La prospérité est-elle éternelle? La question peut paraître absurde, mais pour qui a observé la situation économique vaudoise des vingt dernières années, les implantations spectaculaires, la création d’emplois et les succès en matière d’innovation semblaient presque aller de soi, tant la santé du canton paraissait de fer.
Selon la conseillère d’État Isabelle Moret, cet équilibre n’est pas fragile, mais il faut l’accompagner et le faire évoluer lorsque nécessaire; pour, justement, ne jamais se reposer sur ses lauriers, comme elle l’expliquait devant les représentants d’une association régionale: «Nous avons eu la chance que la composition très variée de notre tissu économique ait permis de résister aux crises. Je pense au franc fort, au Covid-19 et maintenant à la hausse des matériaux consécutive à l’augmentation des coûts de l’énergie, en marge de la guerre en Ukraine», analysait la ministre.
«Ainsi, ce qui est important pour le Conseil d’État, ce n’est pas uniquement d’accueillir des multinationales et des startups, mais justement toutes ces petites et moyennes entreprises, souvent en mains familiales, qui assurent la variété des activités et la solidité de notre canton. Elles nous ont permis de traverser les crises récentes et nous allons continuer à nous appuyer sur elles pour maintenir la croissance et fournir les emplois qui nous sont nécessaires.»
Le fonds de soutien à l’économie durable
S’appuyer sur elle et les aider aussi, notamment via un fonds créé en 2021 et doté de 25 millions de francs, fonds dédié au soutien de l’économie durable. Et l’efficacité de la mesure ne s’est pas fait attendre, puisqu’en 2022, 22 entreprises en avaient déjà profité avant de faire boule de neige cette année déjà. «Actuellement, 112 sociétés ont fait appel à ce fonds pour un montant total de 2,2 millions d’aides», détaille Katell Bosser, cheffe de projet économie durable, qui rappelle que 22 millions sont encore disponibles pour «booster» les PME sur le chemin du durable.

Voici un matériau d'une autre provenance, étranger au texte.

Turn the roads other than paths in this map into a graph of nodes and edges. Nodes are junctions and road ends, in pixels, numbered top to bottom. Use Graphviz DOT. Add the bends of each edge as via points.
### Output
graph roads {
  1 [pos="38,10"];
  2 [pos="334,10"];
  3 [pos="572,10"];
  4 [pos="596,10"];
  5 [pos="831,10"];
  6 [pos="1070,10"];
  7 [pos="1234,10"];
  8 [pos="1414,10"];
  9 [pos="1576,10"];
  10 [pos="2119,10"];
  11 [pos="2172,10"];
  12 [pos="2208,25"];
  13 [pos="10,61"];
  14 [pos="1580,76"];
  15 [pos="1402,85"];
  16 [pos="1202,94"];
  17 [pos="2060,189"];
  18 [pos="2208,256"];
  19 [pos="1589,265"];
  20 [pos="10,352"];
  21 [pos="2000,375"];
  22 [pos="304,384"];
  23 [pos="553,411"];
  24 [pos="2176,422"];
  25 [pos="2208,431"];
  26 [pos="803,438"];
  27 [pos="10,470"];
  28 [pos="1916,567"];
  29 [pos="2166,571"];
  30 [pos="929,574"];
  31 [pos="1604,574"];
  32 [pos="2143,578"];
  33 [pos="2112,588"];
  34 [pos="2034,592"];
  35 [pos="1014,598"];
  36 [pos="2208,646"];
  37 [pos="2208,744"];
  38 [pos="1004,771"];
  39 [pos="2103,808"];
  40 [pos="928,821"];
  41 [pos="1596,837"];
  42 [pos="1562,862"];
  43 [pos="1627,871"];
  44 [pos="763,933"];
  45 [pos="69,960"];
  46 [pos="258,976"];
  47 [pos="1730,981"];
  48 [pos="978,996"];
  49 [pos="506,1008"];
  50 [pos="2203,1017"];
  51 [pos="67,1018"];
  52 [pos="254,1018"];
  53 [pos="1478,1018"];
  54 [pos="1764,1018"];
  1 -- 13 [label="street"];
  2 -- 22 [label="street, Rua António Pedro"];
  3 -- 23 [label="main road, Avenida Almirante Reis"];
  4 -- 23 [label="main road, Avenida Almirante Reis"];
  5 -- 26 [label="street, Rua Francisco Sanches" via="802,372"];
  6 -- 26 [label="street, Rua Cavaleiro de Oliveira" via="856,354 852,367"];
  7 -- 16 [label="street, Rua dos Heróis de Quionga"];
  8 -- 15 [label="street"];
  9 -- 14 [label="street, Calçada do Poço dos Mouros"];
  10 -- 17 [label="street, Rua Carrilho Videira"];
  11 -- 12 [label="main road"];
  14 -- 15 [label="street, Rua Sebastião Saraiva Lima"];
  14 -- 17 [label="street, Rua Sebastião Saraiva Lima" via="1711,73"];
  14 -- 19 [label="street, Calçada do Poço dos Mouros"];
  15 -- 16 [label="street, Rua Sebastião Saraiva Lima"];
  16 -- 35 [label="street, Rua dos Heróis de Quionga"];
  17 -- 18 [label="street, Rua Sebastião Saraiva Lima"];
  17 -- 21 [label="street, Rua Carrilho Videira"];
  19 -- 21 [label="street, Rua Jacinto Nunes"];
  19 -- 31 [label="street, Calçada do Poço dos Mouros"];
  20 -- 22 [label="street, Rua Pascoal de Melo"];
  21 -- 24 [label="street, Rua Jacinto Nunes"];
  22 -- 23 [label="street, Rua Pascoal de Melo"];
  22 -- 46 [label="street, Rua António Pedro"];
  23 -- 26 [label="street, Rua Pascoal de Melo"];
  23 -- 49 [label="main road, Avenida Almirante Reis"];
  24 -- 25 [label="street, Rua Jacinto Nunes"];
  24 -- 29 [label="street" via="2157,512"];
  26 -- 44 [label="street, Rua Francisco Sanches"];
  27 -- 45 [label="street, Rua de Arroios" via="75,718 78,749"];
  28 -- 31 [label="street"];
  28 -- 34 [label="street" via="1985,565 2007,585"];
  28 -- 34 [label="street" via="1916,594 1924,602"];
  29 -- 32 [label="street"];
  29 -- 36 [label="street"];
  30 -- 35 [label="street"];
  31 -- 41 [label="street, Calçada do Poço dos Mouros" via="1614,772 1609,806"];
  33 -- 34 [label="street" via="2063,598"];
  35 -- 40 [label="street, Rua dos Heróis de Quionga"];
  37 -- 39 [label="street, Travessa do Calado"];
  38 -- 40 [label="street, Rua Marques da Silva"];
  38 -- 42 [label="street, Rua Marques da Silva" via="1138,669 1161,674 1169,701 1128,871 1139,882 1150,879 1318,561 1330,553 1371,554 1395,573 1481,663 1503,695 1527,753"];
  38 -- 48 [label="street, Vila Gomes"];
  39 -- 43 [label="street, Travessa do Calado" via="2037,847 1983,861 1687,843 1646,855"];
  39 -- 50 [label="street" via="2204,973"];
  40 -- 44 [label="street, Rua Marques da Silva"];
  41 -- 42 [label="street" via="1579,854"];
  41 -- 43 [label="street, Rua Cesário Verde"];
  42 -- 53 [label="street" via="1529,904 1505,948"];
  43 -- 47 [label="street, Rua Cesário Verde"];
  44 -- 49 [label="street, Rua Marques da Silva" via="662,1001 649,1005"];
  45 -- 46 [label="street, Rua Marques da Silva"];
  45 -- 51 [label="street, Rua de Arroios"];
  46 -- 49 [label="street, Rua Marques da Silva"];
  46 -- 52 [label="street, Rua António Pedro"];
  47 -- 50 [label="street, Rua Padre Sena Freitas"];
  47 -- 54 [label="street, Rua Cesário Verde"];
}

La spécialiste insiste sur le fait qu’il s’agit parfois d’avancées très simples, mais que l’aide cantonale permet de structurer ou de financer une ressource (administration, innovation, recherche ou marketing) que tout entrepreneur n’est pas forcément en mesure d’assurer alors que son idée est bonne.
«Le premier point que nous voulons voir avancer, c’est la diminution de l’empreinte carbone, ainsi que le cycle de vie des produits qui doit être allongé. Importer sa ses matières de Chine ou s’approvisionner avec des produits d’ici n’a pas le même impact, mais c’est un virage qui doit bien se négocier et que nous pouvons favoriser. Si je devais prendre une image, je citerais les sites internet. Tout le monde a le sien aujourd’hui, mais il y a des précurseurs qui ont occupé l’espace et ceux qui ont attendu trop longtemps pour s’y mettre. L’économie durable, c’est un peu pareil, chacun y viendra forcément.»
Concrètement, le fonds de soutien a été doté de 25 millions, les outils de distribution ont été décidés ainsi que les critères, pour être certain d’appuyer le bon projet. «Une volonté forte est d’augmenter les synergies et favorisant les projets collaboratifs. Quand je vois les premiers projets dans le domaine de la viticulture – le lavage des bouteilles organisé par plusieurs domaines – ou le partenariat entre une légumerie et un acteur de la restauration collective, nous sommes dans des projets simples, de proximité et qui ont un effet direct sur l’empreinte carbone. Il ne s’agit pas de révolutions technologiques comme on peut parfois le penser quand on pense à la durabilité», se réjouit Katell Bosser.
Le grain de sel de l’État
Mais finalement, pourquoi faut-il que l’État «mette son grain de sel» dans le fonctionnement d’entreprises privées dont la vocation est de voler de leurs propres ailes? «Un patron de PME évolue parfois seul, en particulier quand il développe un nouveau projet ou remet en cause une partie de son fonctionnement. Intuitivement, il pense qu’il fait juste – ce qui est très souvent le cas –, mais il y a des étapes dans les domaines de la recherche, du développement, qui nécessitent un appui et pour lesquelles il n’a pas souvent les fonds », analyse la cheffe de projet.
La participation cantonale ne vise donc pas l’entreprise accompagnée comme une fin en soi, mais comme un moyen de tendre vers son objectif – qui s’inscrit dans un plan climat très ambitieux – qui est de faire de son territoire un exemple en matière d’économie durable, en donnant l’impulsion et l’envie de s’engager à ceux qui ont « les mains dans le cambouis» et dont on attend un bilan carbone de plus en plus propre.